Brasil cai no ranking mundial de percepção de corrupção

Brasil cai no ranking mundial de percepção de corrupção BRASIL CAI NO RANKING MUNDIAL

Um estudo realizado pela organização Transparência Internacional divulgado nesta quinta-feira (23/1) revela que o Brasil caiu mais uma posição no ranking mundial de percepção de corrupção no ano de 2019. Os dados mostram que o país não avançou quando se trata de combate à corrupção.

O Brasil recuou no ranking pelo 5º ano consecutivo e passou a ocupar a 106ª posição, com 35 pontos no índice de percepção da corrupção (IPC).

Quanto mais próximo de 0 o país chega, mais ele é considerado desonesto. Aquele que estiver perto de 100 é visto como um dos mais corretos.

O Brasil alcançou os mesmos índices de Albânia, Argélia, Costa do Marfim, Egito, Macedônia e Mongólia.
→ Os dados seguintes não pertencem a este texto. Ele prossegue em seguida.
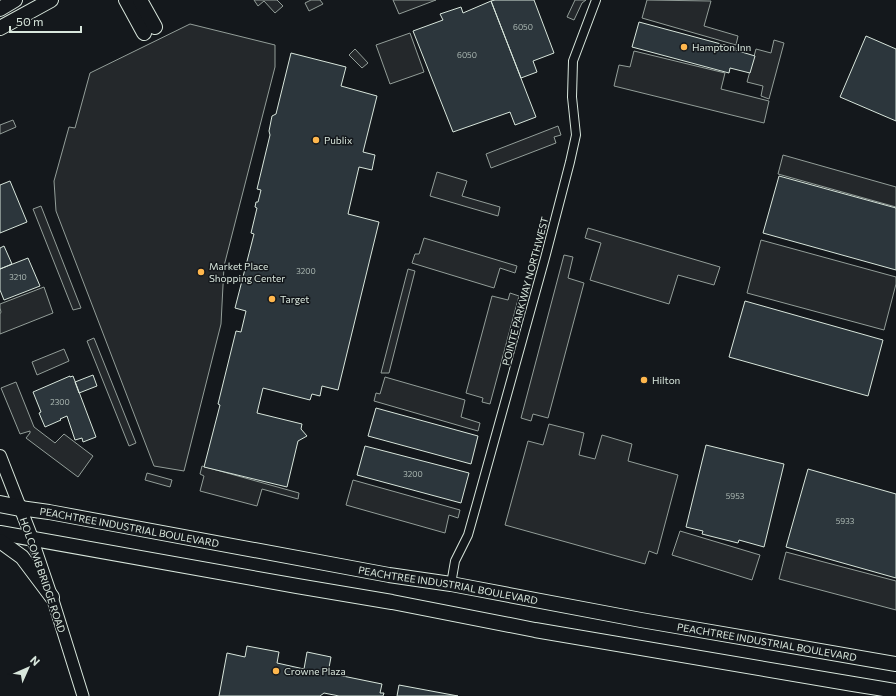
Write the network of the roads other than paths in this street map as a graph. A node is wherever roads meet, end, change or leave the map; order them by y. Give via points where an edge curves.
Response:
1 (16, 0) edge
2 (50, 0) edge
3 (126, 0) edge
4 (140, 0) edge
5 (596, 0) edge
6 (0, 9) edge
7 (0, 28) edge
8 (0, 456) edge
9 (0, 504) edge
10 (20, 508) junction
11 (0, 532) edge
12 (32, 538) junction
13 (0, 540) edge
14 (451, 584) junction
15 (52, 598) junction
16 (896, 664) edge
17 (896, 691) edge
18 (83, 696) edge

1 - 6 highway
2 - 7 highway
3 - 4 highway via 150,30
5 - 14 street, POINTE PARKWAY NORTHWEST via 573,61 572,97 576,136 570,162 468,535 455,561
8 - 10 main road, HOLCOMB BRIDGE ROAD
9 - 10 highway, PEACHTREE INDUSTRIAL BOULEVARD
10 - 12 main road, HOLCOMB BRIDGE ROAD
10 - 14 highway, PEACHTREE INDUSTRIAL BOULEVARD
11 - 12 highway
12 - 15 street, HOLCOMB BRIDGE ROAD
12 - 17 highway via 535,630
13 - 15 highway via 22,557
14 - 16 highway, PEACHTREE INDUSTRIAL BOULEVARD
15 - 18 street, HOLCOMB BRIDGE ROAD

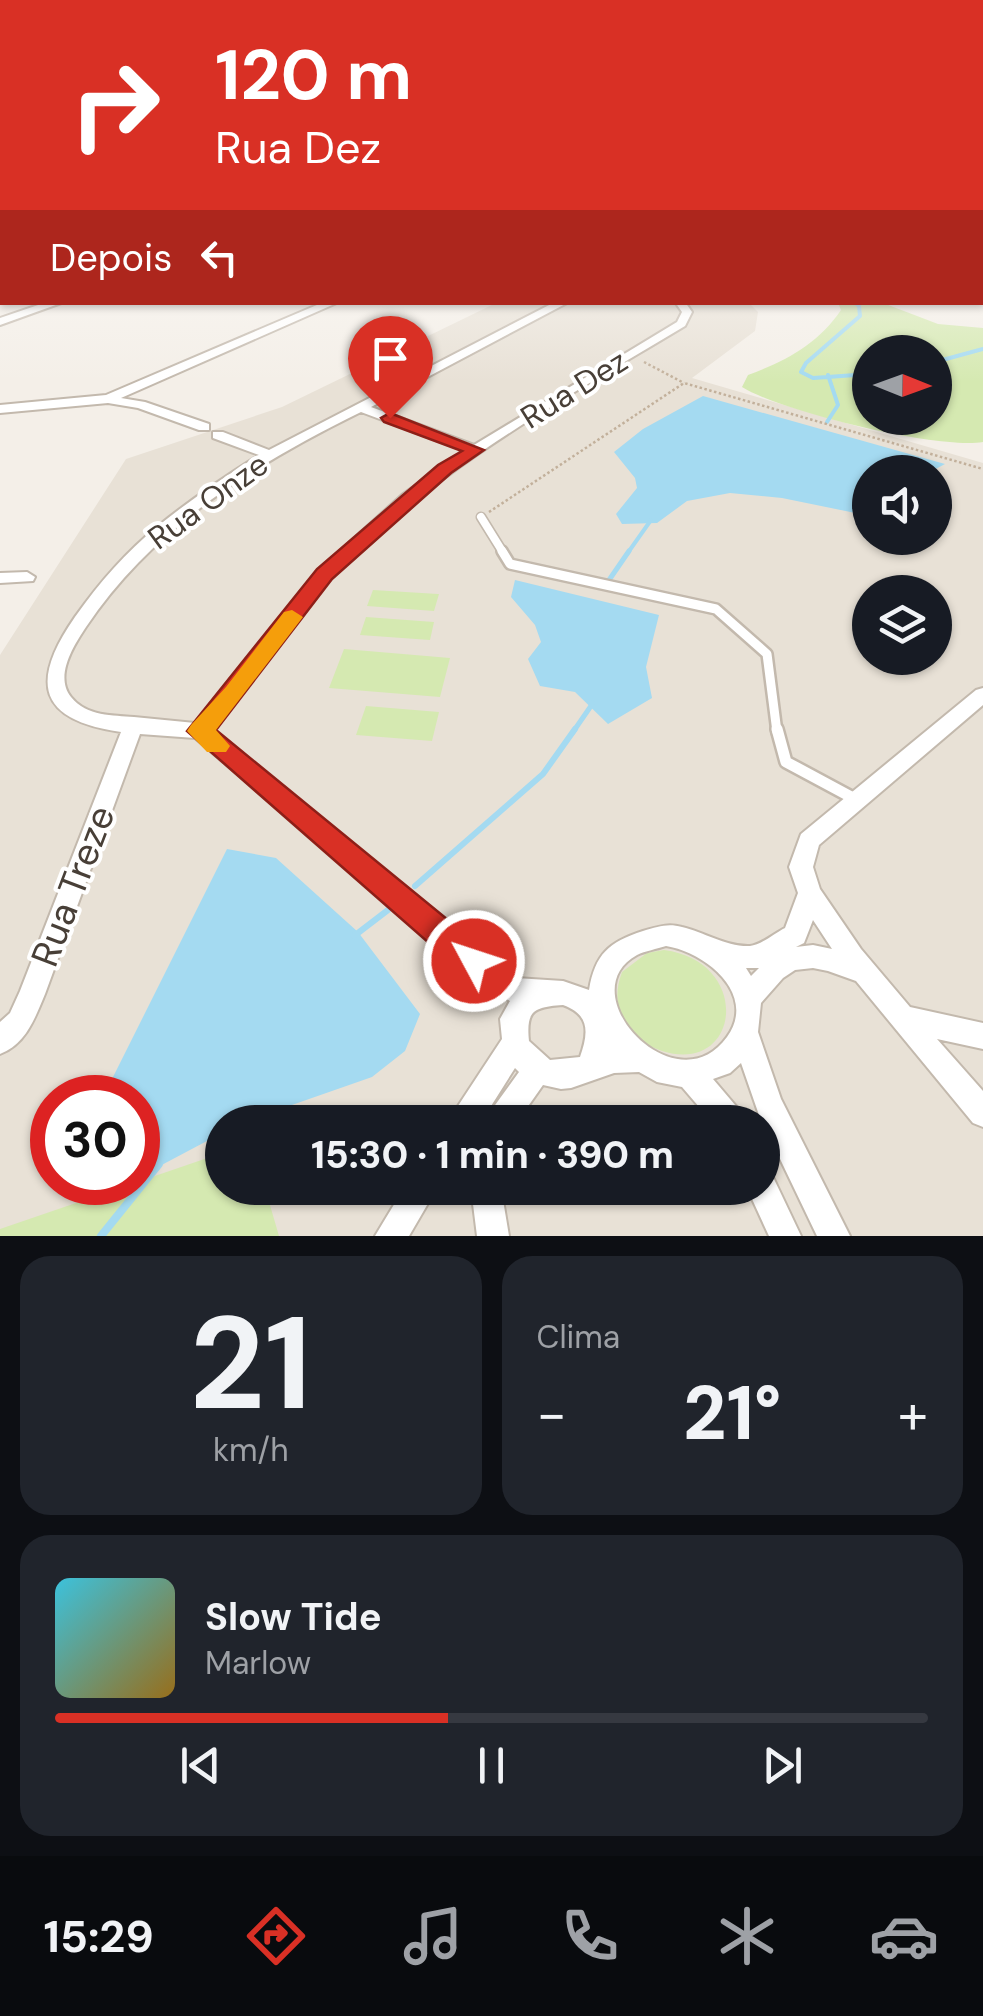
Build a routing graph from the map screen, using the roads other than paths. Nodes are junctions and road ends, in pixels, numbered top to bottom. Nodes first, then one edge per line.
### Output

Dinamarca, Nova Zelândia e Finlândia estão nas primeiras posições no ranking e são apontados as nações mais incorruptíveis.

Na América do Sul, o Brasil surge depois de Uruguai, Chile, e Argentina e fica na frente da Bolívia, Paraguai e Venezuela.

O IPC caracteriza e pontua cada país baseado na percepção de quão corrupto os setores públicos são por acadêmicos, investidores, executivos e estudiosos da área de transparência.

Aspectos como desvio de recursos públicos, nepotismo, burocracia excessiva, propina e habilidade das gestões em conter a corrupção são levados em consideração.

O relatório considerou que a dificuldade do combate à corrupção no Brasil são as “interferências políticas” do presidente Bolsonaro em órgãos de controle, como substituições polêmicas na Polícia Federal e Receita Federal e a nomeação de um Procurador-Geral da República fora da lista tríplice.

A paralisação das investigações criminais que usavam dados do Coaf e de outros órgãos responsáveis sem autorização judicial, realizada pelo ministro Dias Toffoli (STF), em julho do ano passado, também foi apontada pelo documento como um retrocesso.

“A ação, praticamente paralisou o sistema de combate à lavagem de dinheiro do país”, diz o relatório. Em novembro, a corte acabou revendo a decisão.